Ces porcelets proviennent d'une structure de production qui est composée d'une exploitation de 1200 truies reproductrices, avec une phase de PS sur l’élevage même et 8 engraisseurs associés totalisant une capacité de 11 800 places.
Cette structure est localisée en Aragon, Communauté autonome située au nord-est de l'Espagne, dans le canton de la Hoya de Huesca.
L'élevage est conduit en lots hebdomadaires. Il reçoit du cheptel de renouvellement externe et travaille avec une ligne génétique conventionnelle LW * LD et pour finaliser du Pietrain
Anamnèse II. Statut sanitaire de l'élevage
| Renouvellement | Elevage | ||
| Positif | Négatif | Positif | Négatif |
| Pneumonie enzootique | Rhinite atrophique | Pneumonie enzootique | Dysenterie porcine |
| SDRP | Dysenterie porcine | SDRP (stable*) | Aujeszky |
| Gale | Rhinite atrophique | ||
| Aujeszky | Gaale | ||
* Les analyses réalisées sur les sérums de 30 porcelets de 3 semaines de vie ont donné un résultat négatif par PCR SDRP, au moment de l'apparition du cas et pendant toute l'année précédente. Les sérologies SDRP réalisées aussi sur des porcelets de 9 semaines de vie ont donné un résultat négatif.

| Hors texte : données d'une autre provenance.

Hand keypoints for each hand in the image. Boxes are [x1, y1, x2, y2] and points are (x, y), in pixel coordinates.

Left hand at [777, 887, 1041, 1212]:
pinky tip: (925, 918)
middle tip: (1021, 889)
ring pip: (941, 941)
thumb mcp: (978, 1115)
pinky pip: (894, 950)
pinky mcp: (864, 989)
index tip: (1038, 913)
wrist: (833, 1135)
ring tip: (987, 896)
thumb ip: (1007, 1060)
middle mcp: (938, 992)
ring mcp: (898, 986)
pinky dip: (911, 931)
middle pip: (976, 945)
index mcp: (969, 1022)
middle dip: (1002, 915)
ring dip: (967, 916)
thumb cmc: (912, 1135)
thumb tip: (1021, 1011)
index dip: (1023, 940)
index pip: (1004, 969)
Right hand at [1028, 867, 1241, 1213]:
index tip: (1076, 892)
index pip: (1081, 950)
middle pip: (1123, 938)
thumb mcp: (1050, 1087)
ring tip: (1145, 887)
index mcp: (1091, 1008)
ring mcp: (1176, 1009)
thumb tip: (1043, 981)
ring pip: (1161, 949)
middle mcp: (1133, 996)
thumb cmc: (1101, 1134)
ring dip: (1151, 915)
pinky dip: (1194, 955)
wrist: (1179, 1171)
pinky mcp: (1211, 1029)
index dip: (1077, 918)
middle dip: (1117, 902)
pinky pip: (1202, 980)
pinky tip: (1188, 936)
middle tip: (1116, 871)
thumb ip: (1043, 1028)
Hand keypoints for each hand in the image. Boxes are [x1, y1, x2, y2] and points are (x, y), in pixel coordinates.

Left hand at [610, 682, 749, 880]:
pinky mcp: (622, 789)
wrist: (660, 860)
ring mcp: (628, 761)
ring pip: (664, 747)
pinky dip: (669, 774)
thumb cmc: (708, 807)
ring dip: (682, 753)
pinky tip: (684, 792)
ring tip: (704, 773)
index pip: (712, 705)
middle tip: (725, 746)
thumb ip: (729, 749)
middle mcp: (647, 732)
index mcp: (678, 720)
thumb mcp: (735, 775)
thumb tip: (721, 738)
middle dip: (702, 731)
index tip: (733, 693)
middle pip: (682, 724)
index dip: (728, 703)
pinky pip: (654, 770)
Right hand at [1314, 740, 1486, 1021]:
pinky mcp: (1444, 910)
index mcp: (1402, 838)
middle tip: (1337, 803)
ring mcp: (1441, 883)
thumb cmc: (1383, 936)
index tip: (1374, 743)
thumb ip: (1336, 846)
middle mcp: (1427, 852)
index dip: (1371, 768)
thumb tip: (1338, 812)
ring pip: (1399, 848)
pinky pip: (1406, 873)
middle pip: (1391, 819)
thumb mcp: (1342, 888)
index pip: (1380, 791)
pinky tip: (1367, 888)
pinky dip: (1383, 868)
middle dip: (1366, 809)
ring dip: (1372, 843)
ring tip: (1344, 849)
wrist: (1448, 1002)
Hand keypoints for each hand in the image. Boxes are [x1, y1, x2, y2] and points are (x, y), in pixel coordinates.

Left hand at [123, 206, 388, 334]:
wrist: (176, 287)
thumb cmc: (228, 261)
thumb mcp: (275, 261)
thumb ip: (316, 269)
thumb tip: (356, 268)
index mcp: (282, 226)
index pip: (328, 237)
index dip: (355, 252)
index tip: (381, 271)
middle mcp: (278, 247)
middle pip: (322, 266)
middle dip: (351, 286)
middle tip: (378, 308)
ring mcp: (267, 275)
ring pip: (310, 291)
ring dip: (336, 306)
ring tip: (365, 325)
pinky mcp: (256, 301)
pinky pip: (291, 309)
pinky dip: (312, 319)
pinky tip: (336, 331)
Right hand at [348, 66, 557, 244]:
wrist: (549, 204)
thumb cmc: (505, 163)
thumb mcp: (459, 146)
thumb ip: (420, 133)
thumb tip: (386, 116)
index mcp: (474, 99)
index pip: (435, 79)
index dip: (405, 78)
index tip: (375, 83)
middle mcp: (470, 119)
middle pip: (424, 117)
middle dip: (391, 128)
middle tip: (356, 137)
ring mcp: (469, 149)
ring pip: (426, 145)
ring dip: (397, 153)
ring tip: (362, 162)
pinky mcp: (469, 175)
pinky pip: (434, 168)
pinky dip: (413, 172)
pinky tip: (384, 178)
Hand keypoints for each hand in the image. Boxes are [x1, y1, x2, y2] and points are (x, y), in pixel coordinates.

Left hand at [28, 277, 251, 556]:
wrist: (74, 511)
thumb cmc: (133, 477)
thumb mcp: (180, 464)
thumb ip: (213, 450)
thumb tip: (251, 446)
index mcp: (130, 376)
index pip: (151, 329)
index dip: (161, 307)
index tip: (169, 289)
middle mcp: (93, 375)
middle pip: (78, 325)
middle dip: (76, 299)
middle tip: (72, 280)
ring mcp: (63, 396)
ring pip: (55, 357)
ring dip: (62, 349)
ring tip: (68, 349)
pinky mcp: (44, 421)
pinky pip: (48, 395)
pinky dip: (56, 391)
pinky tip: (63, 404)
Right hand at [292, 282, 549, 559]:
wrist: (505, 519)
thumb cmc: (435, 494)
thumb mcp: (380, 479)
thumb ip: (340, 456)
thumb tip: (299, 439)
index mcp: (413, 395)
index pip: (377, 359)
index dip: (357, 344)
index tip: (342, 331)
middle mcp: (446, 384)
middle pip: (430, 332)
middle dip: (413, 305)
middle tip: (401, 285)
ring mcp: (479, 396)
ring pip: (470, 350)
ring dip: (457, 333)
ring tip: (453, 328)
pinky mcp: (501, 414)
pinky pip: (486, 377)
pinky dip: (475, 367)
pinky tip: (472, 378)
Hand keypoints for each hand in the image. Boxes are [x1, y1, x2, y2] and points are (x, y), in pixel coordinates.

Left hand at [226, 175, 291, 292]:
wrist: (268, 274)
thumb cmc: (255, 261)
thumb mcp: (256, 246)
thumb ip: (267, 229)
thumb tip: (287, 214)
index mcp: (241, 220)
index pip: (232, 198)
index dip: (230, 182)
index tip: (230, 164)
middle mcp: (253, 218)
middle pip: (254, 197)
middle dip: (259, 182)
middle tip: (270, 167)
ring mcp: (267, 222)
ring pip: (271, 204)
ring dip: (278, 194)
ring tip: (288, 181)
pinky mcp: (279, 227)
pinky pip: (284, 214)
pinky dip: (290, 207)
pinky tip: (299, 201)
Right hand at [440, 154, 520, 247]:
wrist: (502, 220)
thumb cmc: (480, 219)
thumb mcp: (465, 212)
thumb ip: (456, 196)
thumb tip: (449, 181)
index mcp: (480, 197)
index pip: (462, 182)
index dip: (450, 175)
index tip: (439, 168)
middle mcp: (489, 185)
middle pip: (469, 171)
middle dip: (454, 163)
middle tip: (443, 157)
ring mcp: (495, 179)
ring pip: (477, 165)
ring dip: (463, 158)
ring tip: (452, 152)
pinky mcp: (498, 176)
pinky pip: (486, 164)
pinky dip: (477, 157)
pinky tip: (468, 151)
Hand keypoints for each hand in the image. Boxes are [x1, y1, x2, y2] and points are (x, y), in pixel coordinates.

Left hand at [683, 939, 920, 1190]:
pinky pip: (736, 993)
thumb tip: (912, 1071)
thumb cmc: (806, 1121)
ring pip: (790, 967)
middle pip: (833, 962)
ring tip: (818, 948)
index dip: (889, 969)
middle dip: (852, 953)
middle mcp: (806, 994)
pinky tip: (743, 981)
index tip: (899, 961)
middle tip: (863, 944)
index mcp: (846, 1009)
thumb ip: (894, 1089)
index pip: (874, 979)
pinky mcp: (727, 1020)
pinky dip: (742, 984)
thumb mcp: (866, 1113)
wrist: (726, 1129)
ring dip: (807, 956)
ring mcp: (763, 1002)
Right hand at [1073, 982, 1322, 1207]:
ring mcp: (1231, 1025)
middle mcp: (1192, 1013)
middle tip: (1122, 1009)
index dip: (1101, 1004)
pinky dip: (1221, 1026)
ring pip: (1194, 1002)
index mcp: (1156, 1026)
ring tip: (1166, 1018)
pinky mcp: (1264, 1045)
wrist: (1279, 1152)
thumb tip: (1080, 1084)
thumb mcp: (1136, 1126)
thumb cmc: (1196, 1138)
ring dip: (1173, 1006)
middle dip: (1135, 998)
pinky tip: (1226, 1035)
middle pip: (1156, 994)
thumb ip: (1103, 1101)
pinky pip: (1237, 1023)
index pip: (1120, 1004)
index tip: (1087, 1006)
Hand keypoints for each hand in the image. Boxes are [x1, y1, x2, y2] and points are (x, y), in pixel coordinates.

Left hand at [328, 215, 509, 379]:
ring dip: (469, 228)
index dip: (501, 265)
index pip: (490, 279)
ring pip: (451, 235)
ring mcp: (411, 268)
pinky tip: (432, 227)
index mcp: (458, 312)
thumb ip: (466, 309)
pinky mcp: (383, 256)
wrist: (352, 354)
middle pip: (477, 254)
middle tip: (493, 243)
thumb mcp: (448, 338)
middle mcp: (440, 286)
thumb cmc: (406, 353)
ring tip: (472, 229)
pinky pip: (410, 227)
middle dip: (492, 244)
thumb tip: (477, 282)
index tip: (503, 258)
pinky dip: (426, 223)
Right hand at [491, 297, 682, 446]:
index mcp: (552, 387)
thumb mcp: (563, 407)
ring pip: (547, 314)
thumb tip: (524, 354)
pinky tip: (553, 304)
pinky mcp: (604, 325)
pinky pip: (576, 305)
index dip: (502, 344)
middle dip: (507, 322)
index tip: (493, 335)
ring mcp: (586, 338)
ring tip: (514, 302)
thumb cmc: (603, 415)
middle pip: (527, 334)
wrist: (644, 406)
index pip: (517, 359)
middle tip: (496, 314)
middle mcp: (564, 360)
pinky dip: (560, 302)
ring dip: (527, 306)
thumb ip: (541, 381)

Les truies de renouvellement entrent dans l'élevage à 7 mois. Ici commence le plan vaccinal qui se base sur une primo-vaccination et une revaccination chaque 10 jours contre le SDRP, l'Aujeszky, la rhinite atrophique et le parvo-rouget.
Pour le reste des truies reproductrices le plan vaccinal est le suivant :
Sur les porcelets :
Anamnèse III. Description et situation sanitaire précédent l'apparition du cas chez l'engraisseur
L'engraisseur où a lieu le cas dispose deux bâtiments de construction récente, de 1 010 places chacun.
On effectue un tout plein tout vide strict dans chaque bâtiment, bien qu'il puisse y avoir deux lots en même temps. De sorte que parfois un bâtiment finit de se vider quand des porcelets entrent dans l'autre.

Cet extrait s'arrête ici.